▸ **Task description**
Locate the line that contains "font-size:30px; font-weight:800; line-height:35px" in the entries below, then repeat it and every following line through the line that contains "display:flex; gap:10px; margin-top:auto;", exactly, and no others.

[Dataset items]
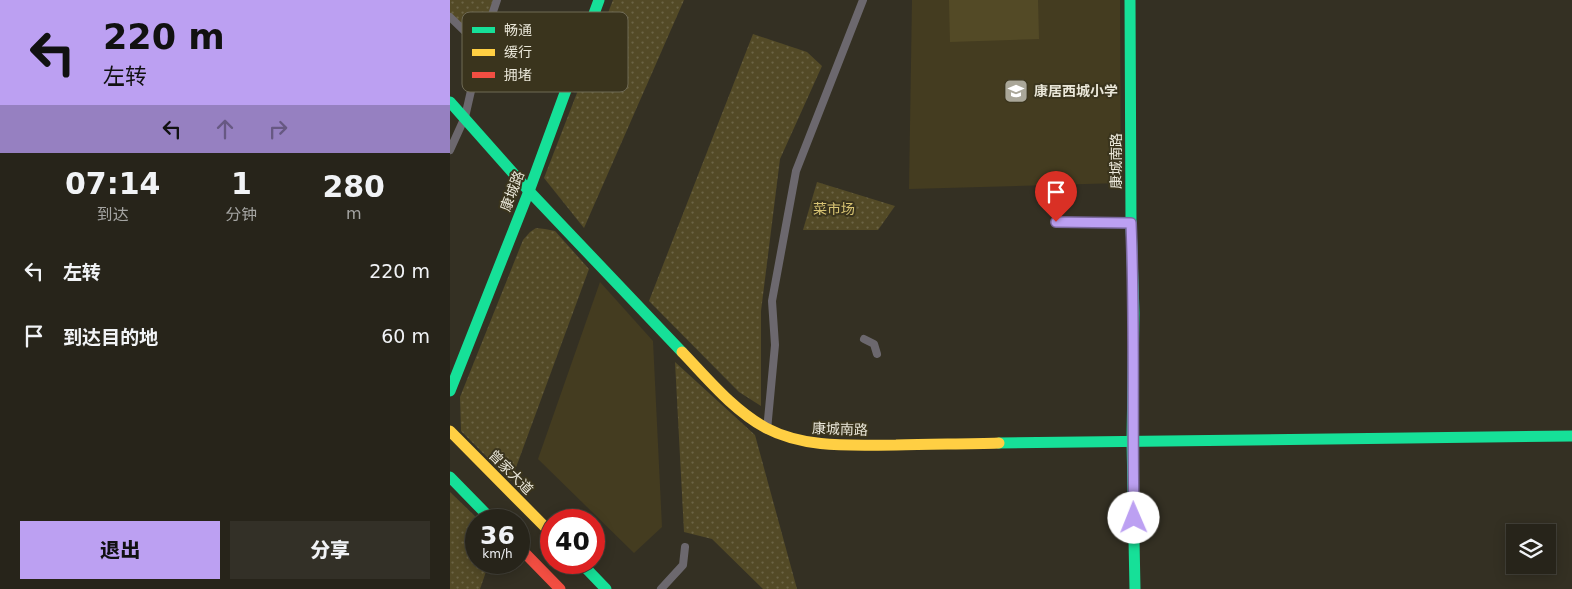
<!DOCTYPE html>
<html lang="zh">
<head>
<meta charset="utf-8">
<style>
	body { margin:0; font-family:"DejaVu Sans","Noto Sans SC",sans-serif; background:#333027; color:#f1f3f6; height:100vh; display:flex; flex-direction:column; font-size:19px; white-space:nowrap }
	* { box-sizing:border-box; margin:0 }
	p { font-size:16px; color:#a4a4a2 }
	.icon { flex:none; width:28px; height:28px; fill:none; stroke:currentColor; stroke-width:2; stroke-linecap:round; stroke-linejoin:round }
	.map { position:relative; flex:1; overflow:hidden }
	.side { display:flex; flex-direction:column; background:#27241a; width:450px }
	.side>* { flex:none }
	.banner { background:#bca0f2; color:#111; overflow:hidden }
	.tools { position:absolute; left:1056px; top:524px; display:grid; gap:10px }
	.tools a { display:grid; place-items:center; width:50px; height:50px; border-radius:0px; background:#27241a; box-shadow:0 2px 12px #0003,0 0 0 1px #434139; font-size:25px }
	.speed { position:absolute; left:15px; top:509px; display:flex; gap:10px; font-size:25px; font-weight:700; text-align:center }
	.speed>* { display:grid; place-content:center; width:65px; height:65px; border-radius:50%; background:#27241a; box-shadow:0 2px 12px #0003,0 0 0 1px #434139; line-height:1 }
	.speed small { font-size:12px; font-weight:400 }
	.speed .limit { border:8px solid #d22; background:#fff; color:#111 }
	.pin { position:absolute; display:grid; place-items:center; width:42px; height:42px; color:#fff; margin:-51px -21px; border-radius:50% 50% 50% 0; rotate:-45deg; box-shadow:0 0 5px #0007 }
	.pin .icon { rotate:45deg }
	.me { position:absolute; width:55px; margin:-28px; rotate:359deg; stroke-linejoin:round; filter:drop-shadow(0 0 4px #0008) }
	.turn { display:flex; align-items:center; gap:18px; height:105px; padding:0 20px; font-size:22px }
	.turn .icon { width:65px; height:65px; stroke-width:2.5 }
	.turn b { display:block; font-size:35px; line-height:42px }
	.lanes { display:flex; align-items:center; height:48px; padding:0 20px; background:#0003; justify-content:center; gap:25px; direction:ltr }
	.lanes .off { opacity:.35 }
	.eta { display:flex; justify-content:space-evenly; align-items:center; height:85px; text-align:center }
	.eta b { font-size:30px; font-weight:800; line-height:35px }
	.primary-button { display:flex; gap:10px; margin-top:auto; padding:10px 20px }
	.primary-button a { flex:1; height:58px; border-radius:0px; background:#bca0f2; color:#111; font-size:20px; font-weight:800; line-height:58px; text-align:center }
	.primary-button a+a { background:#333027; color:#f1f3f6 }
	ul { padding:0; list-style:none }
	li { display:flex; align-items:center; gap:15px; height:65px; padding:0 20px }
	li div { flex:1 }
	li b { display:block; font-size:19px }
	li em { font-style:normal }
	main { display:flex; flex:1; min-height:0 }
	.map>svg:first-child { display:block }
	.built { fill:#443c20 }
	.grass { fill:#534a26 }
	.park { fill:url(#park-dots) }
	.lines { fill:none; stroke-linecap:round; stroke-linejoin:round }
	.lane { stroke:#6c686e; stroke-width:4 }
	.street { stroke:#6c686e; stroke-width:8 }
	.fast { stroke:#16e098; stroke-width:11 }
	.slow { stroke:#ffcf43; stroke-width:11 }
	.jam { stroke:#f24e42; stroke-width:11 }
	.route-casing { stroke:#7a689d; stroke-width:12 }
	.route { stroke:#bca0f2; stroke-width:9 }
	.labels { text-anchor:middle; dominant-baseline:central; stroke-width:4; stroke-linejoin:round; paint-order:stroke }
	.poi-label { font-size:14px; font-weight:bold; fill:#eae7d9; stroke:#3a341d; text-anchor:start }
	.street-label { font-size:14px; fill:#eae7d9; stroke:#3a341d }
	.park-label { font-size:14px; fill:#d8c473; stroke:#3a341d }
	.key { fill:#3a341d; stroke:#6f6a55; stroke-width:1 }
	.key-label { font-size:14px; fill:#eae7d9 }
</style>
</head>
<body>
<main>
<section class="side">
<div class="banner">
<div class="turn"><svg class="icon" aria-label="left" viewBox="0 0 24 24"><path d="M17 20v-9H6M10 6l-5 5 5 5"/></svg><div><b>220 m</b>左转</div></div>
<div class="lanes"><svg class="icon" aria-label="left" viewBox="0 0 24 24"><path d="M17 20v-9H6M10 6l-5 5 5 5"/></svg><svg class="icon off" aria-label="ahead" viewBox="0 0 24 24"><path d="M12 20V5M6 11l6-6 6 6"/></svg><svg class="icon off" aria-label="right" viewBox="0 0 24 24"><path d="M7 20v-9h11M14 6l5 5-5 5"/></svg></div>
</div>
<div class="eta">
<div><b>07:14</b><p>到达</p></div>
<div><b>1</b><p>分钟</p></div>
<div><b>280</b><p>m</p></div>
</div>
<ul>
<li><svg class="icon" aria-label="left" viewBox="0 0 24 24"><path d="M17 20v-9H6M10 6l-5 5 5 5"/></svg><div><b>左转</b></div><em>220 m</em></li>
<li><svg class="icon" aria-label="arrive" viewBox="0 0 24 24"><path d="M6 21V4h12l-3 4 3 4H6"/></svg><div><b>到达目的地</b></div><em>60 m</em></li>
</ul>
<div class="primary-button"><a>退出</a><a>分享</a></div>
</section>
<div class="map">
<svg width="1122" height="589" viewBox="0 0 1122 589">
	<defs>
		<pattern id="park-dots" width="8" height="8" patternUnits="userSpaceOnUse" patternTransform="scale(1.25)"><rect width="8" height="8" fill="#534a26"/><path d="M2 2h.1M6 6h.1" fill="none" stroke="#6c6445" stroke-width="1.8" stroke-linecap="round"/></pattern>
	</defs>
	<rect width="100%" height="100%" fill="#343023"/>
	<!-- built -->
	<g class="built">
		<path d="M462,0H670L671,183L459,189Z"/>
		<path d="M150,282L203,341L212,527L184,553L88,459Z"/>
	</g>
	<!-- grass -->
	<path class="grass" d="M499,0H588L589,39L500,42Z"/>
	<!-- park -->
	<g class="park">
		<path d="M0,0H45L28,48L0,20Z"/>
		<path d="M163,0H234L134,228L94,178Z"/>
		<path d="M303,34L357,52L372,66L330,159L311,311V406L289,392L199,301Z"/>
		<path d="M367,182L445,206L428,230H353Z"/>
		<path d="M86,228L95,229L105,231L139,269L61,481L11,431L10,397L73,240L80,232Z"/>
		<path d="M225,362L305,435L347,589H313L262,539L234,532Z"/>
		<path d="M0,492L29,520H26V562L39,563L30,589H0Z"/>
	</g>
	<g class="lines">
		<!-- lane -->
		<path class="lane" d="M605,222L678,223"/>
		<!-- street -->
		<g class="street">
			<path d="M0,17L31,47"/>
			<path d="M0,150L15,117L31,47L47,0"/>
			<path d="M414,339L424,344L427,354"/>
			<path d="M317,430L325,345L322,301L346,171L413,0"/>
			<path d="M211,589L233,565L235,547"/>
		</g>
		<!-- fast -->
		<g class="fast">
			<path d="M680,0L681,223L684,313L682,441L685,589"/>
			<path d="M0,102L79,191L232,352"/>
			<path d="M0,391L79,191L149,0"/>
			<path d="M549,443L1122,436"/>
			<path d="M0,477L42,520"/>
			<path d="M130,562L156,589"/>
		</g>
		<!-- slow -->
		<g class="slow">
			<path d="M232,352C258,379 283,410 316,428C356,449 403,445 446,445C481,444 515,444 549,443"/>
			<path d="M0,431L101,533"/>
		</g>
		<!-- jam -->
		<path class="jam" d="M69,547L110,589"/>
	</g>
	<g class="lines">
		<!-- route casing -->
		<g class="route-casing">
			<path id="route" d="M606,222L681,223C685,321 682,420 684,518"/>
		</g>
		<!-- route -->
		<use href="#route" class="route"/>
	</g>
	<!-- icons -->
	<defs>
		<g id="school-square" transform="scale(1.25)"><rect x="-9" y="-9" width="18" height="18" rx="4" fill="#aaa799" stroke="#3a341d"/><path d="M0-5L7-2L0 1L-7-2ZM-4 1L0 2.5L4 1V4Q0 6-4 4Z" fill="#fff"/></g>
	</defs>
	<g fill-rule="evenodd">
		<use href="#school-square" x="566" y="91"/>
	</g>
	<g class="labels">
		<!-- poi labels -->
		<g class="poi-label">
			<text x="584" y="91">康居西城小学</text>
		</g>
		<!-- street labels -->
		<g class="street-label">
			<text transform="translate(666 161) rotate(-90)">康城南路</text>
			<text transform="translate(62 191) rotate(-69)">康城路</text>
			<text transform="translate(390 429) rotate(2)">康城南路</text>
			<text transform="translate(61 472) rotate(45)">曾家大道</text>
		</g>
		<!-- park labels -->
		<g class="park-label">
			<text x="384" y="209">菜市场</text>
		</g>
	</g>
	<!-- legend -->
	<rect x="12" y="12" width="166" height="80" rx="8" class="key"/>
	<rect x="22" y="27" width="23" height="6" fill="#16e098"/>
	<rect x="22" y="49" width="23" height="7" fill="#ffcf43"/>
	<rect x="22" y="72" width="23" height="6" fill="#f24e42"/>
	<g class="key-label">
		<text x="54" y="35">畅通</text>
		<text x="54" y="57">缓行</text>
		<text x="54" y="80">拥堵</text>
	</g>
</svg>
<div class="tools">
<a><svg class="icon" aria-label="layers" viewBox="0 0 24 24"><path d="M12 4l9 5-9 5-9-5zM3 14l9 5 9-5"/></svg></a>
</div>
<div class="speed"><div>36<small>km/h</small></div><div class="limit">40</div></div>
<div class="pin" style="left:606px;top:222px;background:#d93025"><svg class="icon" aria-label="arrive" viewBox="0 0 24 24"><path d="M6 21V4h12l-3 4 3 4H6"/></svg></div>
<svg class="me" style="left:684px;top:518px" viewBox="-20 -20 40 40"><circle r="19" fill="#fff"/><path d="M0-13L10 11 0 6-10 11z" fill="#bca0f2"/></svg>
</div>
</main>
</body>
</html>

▸ **Task answer**
	.eta b { font-size:30px; font-weight:800; line-height:35px }
	.primary-button { display:flex; gap:10px; margin-top:auto; padding:10px 20px }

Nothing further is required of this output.